By government estimates, the stepped-up basis provision left more than $40 billion of potential tax dollars in the pockets of wealthy heirs in 2020 alone, a figure that has steadily climbed since 2017. Five-year estimates show no sign of a reduction in that number.
“Middle-income people spend most of their assets before they die, whereas high-income people have more wealth than they can spend,” said Leonard Burman, a co-founder of the Urban-Brookings Tax Policy Center, who contributed data to the Senate’s predictions. “So the more unequal wealth becomes, the more assets you’ll find are being passed tax-free.”

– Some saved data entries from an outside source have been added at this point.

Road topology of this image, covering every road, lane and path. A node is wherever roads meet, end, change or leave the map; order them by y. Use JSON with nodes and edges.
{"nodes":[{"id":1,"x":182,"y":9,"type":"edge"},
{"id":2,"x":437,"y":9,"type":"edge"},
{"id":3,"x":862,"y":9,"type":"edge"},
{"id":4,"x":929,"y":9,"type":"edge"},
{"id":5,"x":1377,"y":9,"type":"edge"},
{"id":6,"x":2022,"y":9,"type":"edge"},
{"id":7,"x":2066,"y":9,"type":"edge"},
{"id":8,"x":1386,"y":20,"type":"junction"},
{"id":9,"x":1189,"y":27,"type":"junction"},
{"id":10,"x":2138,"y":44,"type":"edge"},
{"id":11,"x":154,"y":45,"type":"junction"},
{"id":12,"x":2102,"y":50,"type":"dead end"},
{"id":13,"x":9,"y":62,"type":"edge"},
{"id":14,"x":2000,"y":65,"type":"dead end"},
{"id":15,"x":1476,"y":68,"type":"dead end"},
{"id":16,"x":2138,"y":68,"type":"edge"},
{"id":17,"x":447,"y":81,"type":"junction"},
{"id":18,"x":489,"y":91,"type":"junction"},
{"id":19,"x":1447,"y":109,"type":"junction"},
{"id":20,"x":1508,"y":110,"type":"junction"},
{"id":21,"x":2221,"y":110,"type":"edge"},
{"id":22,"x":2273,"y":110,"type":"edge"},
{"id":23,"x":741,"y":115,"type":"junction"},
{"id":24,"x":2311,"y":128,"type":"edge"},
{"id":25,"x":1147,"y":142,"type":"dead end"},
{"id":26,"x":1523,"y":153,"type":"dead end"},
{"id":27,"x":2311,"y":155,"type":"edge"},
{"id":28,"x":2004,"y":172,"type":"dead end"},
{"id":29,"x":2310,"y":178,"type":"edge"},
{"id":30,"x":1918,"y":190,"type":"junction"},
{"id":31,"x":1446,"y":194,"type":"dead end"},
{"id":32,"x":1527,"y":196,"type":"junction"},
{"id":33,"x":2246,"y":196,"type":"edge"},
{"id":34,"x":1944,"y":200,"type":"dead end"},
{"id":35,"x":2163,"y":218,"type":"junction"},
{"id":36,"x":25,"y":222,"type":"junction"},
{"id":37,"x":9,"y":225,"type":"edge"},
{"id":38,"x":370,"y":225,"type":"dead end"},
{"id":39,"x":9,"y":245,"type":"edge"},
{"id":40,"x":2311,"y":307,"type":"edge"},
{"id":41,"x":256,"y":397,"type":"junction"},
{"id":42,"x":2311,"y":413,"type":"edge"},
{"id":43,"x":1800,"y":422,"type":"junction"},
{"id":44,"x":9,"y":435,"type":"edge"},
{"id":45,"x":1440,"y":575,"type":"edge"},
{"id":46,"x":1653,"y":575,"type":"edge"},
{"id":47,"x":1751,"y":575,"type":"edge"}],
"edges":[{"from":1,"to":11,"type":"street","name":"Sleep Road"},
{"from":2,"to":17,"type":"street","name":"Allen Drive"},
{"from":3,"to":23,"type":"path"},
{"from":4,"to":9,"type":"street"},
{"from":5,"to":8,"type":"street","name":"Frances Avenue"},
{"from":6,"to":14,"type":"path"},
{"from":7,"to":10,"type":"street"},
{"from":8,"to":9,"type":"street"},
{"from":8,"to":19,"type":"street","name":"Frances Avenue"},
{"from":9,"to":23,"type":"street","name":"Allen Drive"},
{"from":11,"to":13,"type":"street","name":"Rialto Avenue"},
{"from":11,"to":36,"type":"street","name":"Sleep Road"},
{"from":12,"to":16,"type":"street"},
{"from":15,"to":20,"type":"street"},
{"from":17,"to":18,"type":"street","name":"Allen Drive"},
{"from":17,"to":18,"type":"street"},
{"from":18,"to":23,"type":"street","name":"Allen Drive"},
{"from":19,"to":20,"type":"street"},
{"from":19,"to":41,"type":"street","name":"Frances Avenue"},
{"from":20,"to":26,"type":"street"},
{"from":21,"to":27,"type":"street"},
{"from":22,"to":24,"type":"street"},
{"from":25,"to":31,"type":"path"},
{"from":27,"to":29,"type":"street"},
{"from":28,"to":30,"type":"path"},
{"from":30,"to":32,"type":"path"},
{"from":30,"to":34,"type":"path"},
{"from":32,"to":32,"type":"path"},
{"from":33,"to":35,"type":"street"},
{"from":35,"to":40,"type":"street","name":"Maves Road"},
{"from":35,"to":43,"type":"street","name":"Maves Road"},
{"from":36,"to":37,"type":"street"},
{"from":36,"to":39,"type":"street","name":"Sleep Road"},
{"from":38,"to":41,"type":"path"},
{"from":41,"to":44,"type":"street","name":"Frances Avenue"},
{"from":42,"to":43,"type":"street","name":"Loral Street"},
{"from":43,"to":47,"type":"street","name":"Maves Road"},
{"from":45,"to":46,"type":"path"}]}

The stepped-up basis provision, which has been used for decades to pass on wealth, was designed for that purpose. According to congressional records, the exemption was drafted in 1927 as a part of the Internal Revenue Act by House Ways and Means Committee Chairman William R. Green with help from Treasury Secretary Andrew Mellon, the son of one of the wealthiest families of the time.
Mellon loathed the inheritance tax, condemning it as a means to devalue land and wealth, as he wrote in his 1921 book “Taxation: The People’s Business.”
Though the provision has widespread support among the people who benefit from it, not all of them agree. Eric Schoenberg, a member of the tax-reform advocacy group Patriotic Millionaires, said he has more than $10 million to his name. In the 1990s, he inherited his grandparents’ shares of his father’s successful tech company, making him a millionaire overnight. Since then, he has fostered his wealth as a partner in a tech-focused investment bank, making what he called “a tidy sum.”
Schoenberg said he favors throwing out the stepped-up basis rule, and supports taxing assets in full at inheritance. He concedes that getting there is a lot harder than it sounds.
Wealth, especially at the level of millionaires and billionaires, is hard to calculate. The wealthy thrive in that unknown, Schoenberg said.
“There are all kinds of games played around calculating wealth to help squeeze into these loopholes,” Schoenberg said.
In the provision’s near century-long life, no legislation has offered a justification for its existence, according to the Senate Committee on the Budget’s annual tax expenditure report, which has a long-standing section noting that the practice largely benefits the wealthy. The report speculates the rationale could be simply the supposed indecency of imposing a tax upon the death of a family member, a concern Brady echoed, or because of the mountain of administrative work that would come with collecting the taxes.
Attempts to remove the clause, which now lives in Title 26 of the U.S. Code, have repeatedly failed. In 2010, the provision — and the estate tax as a whole — was timed to expire, but Congress enacted an extension, now with no time limit.
Five years later, President Barack Obama named it the “single largest capital gains tax loophole,” but his tax reform effort failed to revoke it.
Schoenberg said he fears that the lobbying power of the American elite could interfere with change, even if Congress opens a discussion about the provision.
“The devil is in the details,” Schoenberg said. “And the rich have a lot more ability to manipulate details.”